=== Begin Enclosure ===

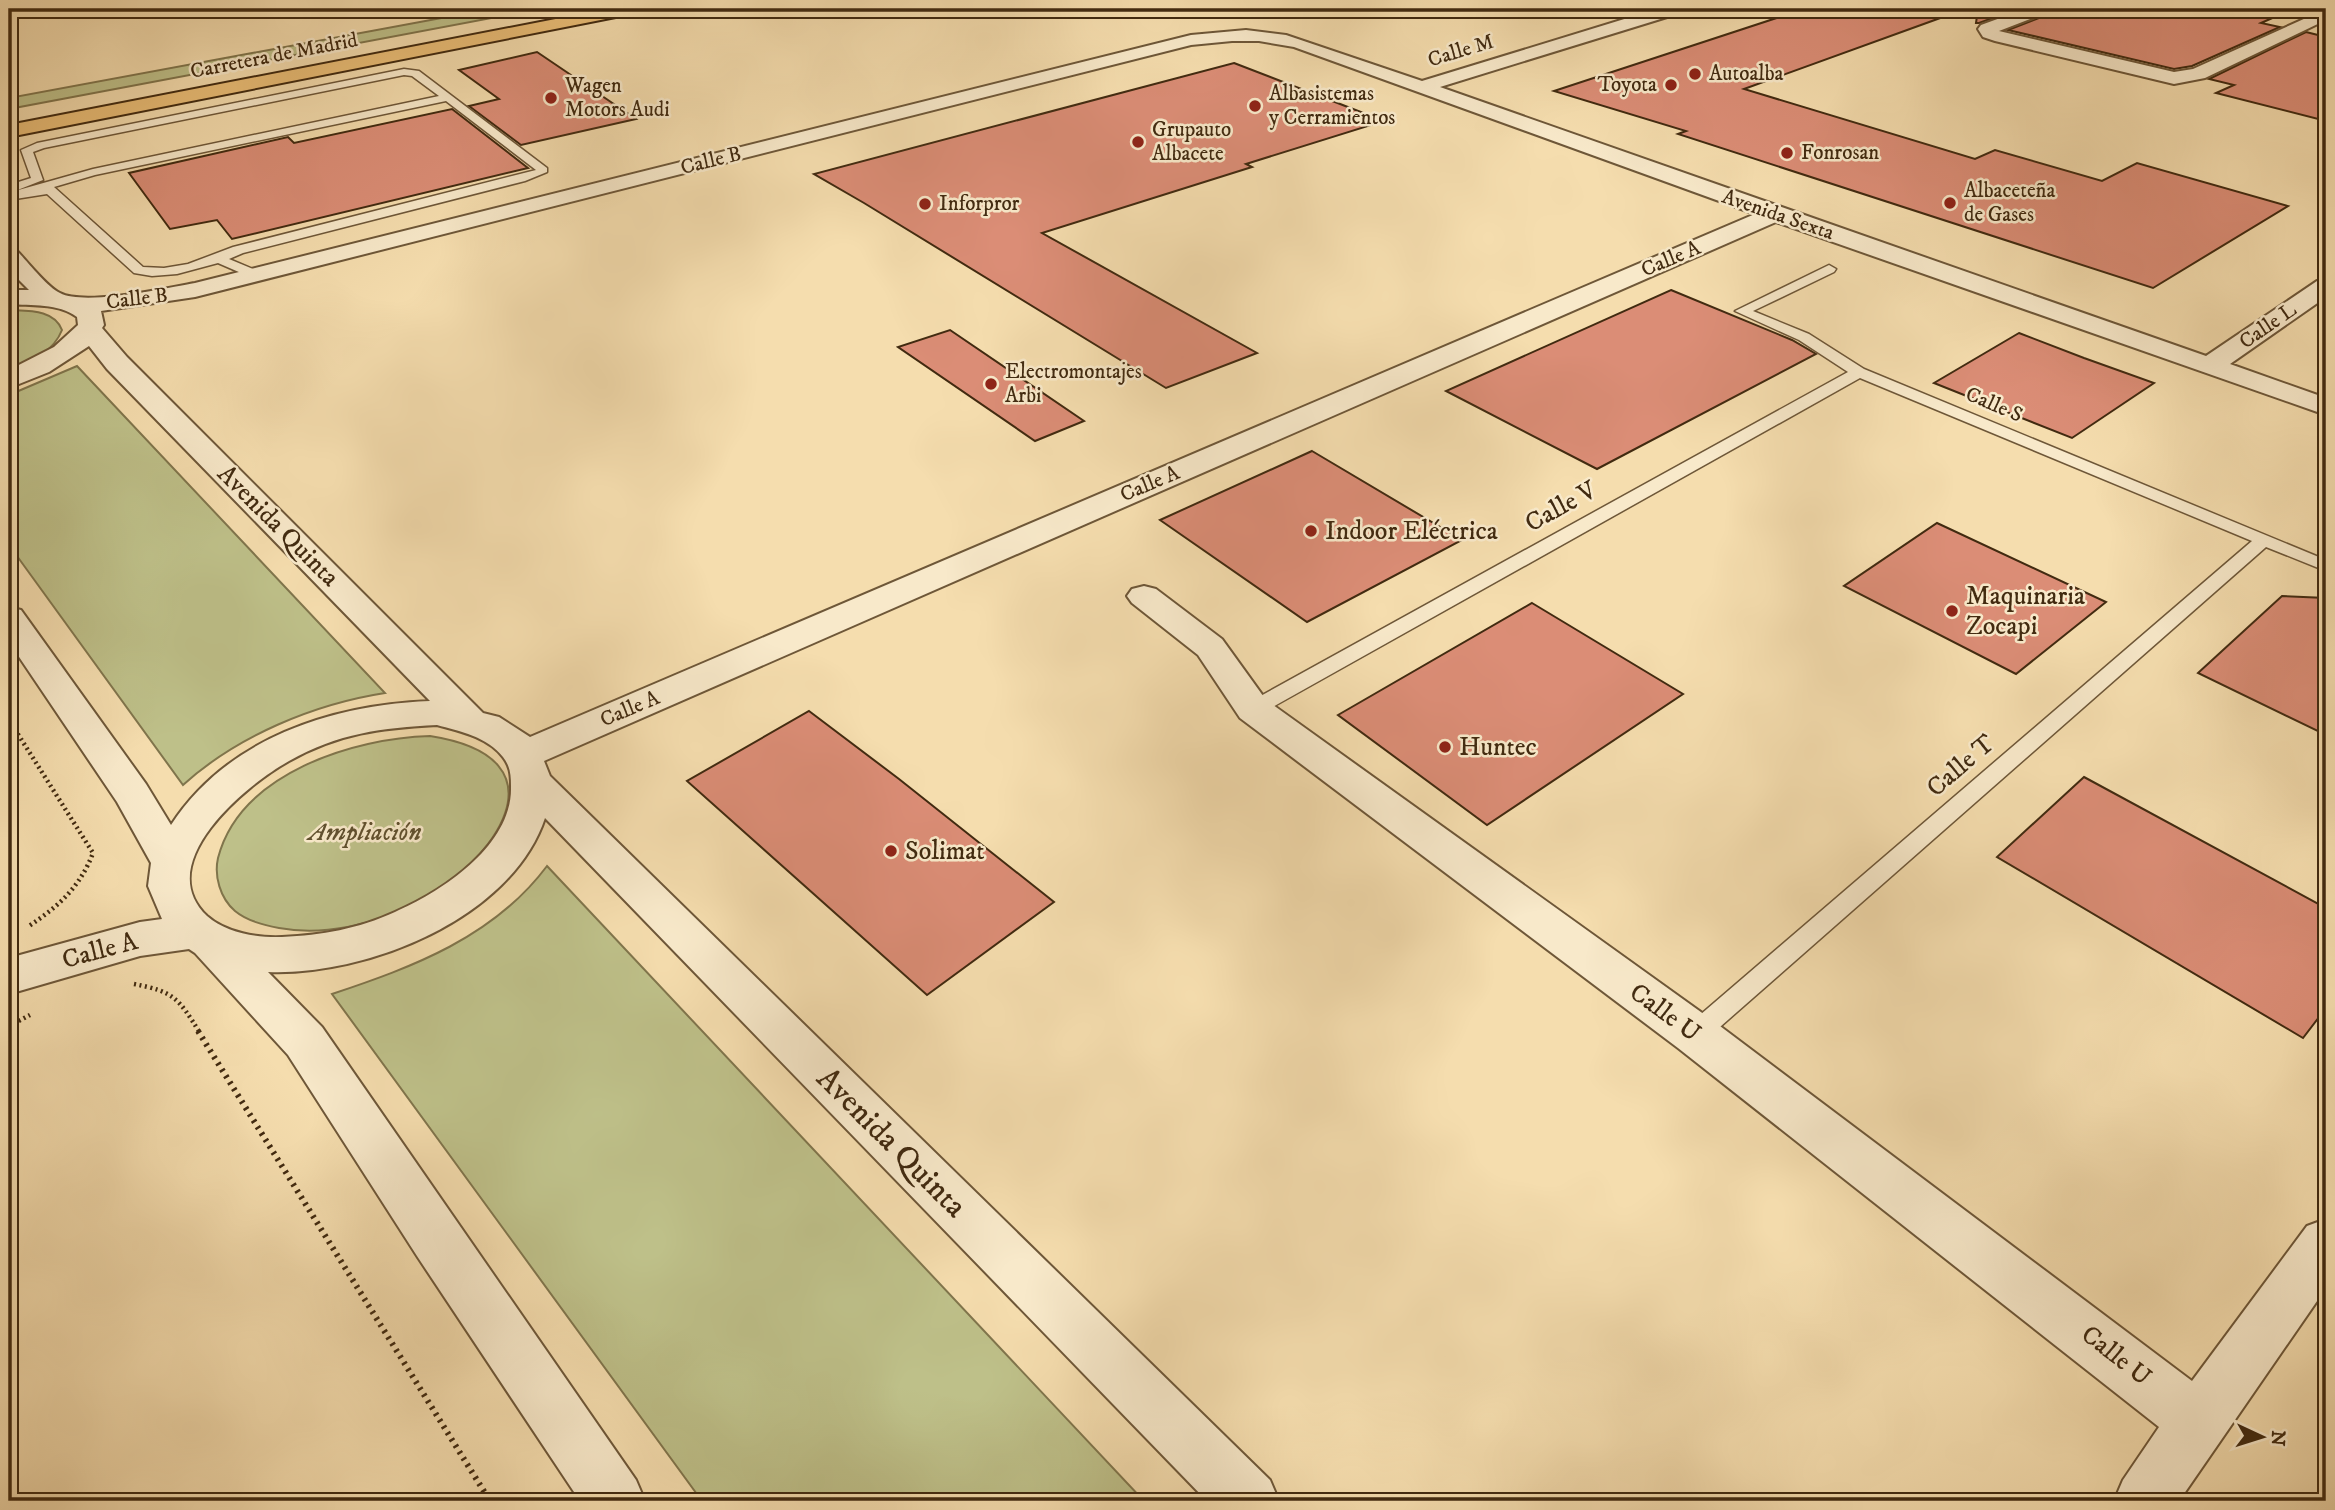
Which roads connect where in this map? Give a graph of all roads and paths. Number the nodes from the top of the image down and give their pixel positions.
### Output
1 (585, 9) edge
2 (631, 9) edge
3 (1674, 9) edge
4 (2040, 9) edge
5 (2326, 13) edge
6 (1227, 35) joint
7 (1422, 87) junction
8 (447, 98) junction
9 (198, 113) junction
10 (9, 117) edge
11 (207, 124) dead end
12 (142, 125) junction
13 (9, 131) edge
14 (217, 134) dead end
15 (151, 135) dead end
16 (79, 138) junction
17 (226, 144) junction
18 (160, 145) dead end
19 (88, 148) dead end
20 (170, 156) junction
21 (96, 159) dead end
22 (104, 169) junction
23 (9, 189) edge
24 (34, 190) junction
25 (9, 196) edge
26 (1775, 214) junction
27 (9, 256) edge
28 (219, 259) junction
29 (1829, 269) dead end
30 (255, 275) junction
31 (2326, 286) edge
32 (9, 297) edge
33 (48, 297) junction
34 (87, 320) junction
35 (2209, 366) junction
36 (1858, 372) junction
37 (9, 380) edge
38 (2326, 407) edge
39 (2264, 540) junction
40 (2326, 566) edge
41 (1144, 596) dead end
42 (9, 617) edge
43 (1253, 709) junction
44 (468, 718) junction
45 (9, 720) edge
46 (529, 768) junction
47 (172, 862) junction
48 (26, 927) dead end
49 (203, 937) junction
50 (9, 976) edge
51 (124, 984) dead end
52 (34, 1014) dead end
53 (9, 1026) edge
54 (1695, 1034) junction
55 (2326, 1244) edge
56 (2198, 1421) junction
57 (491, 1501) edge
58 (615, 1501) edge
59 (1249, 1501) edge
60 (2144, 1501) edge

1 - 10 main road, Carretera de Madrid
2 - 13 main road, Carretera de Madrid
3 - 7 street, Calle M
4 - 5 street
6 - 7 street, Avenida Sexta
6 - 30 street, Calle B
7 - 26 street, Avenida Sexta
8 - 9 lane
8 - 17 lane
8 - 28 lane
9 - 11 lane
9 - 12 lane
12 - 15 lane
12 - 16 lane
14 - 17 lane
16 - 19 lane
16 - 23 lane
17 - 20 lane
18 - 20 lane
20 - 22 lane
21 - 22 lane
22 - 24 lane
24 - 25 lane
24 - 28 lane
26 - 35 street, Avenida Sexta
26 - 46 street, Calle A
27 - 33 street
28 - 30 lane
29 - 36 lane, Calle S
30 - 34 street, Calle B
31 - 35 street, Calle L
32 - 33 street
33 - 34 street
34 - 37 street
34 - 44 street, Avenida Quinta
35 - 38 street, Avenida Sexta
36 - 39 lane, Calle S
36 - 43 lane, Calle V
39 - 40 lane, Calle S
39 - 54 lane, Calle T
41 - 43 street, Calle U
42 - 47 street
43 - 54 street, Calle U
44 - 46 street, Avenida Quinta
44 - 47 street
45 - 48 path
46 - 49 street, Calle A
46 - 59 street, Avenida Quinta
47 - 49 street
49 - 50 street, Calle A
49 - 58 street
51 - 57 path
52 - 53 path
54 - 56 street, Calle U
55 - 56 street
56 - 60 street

=== End Enclosure ===
=== Begin Enclosure ===

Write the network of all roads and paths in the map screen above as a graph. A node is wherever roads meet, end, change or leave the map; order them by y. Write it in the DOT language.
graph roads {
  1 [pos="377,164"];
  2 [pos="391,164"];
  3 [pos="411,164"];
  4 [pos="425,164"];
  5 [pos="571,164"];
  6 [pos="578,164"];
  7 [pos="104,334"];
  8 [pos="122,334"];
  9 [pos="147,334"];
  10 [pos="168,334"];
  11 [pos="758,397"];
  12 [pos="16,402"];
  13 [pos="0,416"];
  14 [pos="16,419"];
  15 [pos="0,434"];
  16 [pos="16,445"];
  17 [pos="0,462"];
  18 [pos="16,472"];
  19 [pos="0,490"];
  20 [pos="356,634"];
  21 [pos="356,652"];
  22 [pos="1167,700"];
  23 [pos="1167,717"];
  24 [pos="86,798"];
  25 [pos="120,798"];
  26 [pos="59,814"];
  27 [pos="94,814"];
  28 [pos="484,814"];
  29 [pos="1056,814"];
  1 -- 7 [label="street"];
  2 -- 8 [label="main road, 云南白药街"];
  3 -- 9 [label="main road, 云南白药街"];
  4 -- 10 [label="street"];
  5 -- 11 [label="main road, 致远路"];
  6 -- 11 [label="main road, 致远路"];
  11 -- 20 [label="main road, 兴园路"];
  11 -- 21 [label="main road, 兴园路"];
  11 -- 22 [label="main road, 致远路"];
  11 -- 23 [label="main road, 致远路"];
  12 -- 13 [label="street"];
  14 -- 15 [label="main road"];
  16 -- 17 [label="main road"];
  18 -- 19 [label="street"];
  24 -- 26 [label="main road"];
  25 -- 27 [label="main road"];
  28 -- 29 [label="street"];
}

=== End Enclosure ===
=== Begin Enclosure ===

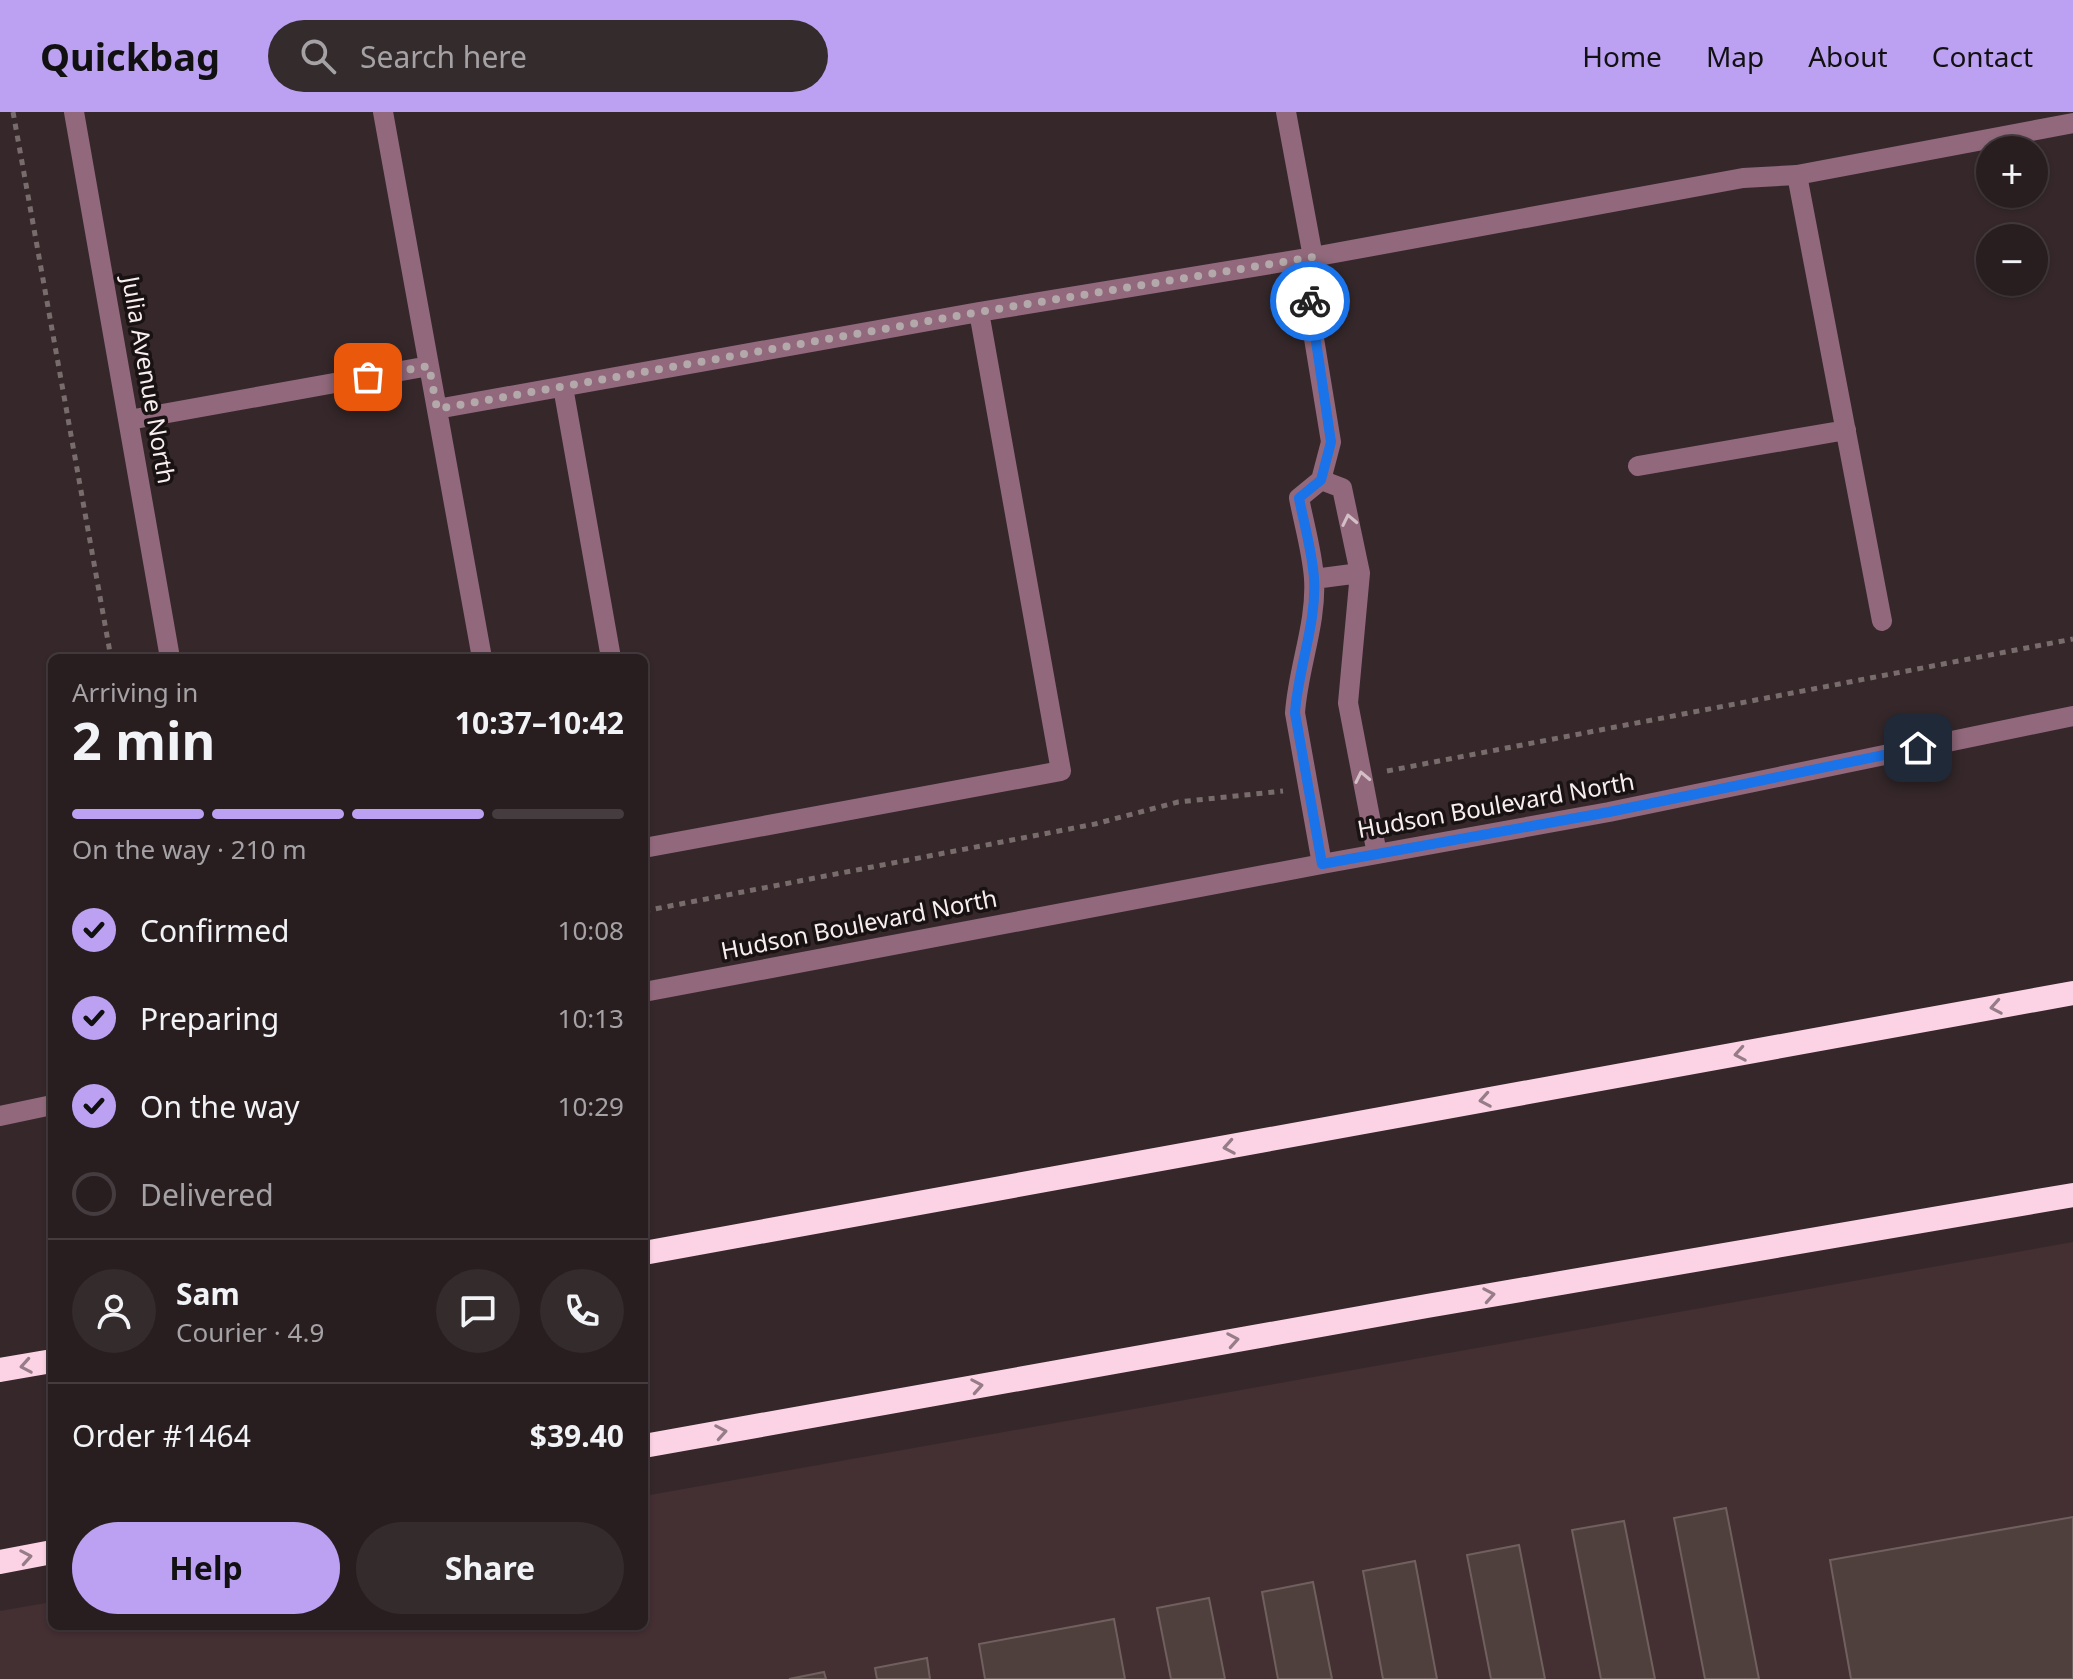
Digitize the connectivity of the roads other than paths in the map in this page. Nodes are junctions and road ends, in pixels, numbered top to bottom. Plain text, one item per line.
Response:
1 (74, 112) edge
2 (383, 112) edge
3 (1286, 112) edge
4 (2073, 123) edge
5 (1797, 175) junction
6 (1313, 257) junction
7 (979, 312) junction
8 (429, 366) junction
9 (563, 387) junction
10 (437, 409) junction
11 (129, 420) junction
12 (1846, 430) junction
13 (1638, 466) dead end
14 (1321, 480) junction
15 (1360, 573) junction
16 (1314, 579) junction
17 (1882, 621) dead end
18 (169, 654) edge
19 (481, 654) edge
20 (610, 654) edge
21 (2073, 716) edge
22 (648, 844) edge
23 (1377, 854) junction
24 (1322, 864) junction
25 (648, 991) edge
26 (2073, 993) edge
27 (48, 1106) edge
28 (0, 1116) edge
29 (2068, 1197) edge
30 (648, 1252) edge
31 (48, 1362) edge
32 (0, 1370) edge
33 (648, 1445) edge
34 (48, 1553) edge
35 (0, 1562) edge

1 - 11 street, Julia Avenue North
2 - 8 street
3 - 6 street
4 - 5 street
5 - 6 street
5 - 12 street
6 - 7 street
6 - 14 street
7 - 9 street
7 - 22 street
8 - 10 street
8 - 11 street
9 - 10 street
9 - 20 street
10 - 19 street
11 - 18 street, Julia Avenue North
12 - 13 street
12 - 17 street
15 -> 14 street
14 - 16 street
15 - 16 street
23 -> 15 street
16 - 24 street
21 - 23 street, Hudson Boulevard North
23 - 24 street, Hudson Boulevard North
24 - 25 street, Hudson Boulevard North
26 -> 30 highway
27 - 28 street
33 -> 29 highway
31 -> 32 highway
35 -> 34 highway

=== End Enclosure ===

Copy all lines above where "highway" is present.

26 -> 30 highway
33 -> 29 highway
31 -> 32 highway
35 -> 34 highway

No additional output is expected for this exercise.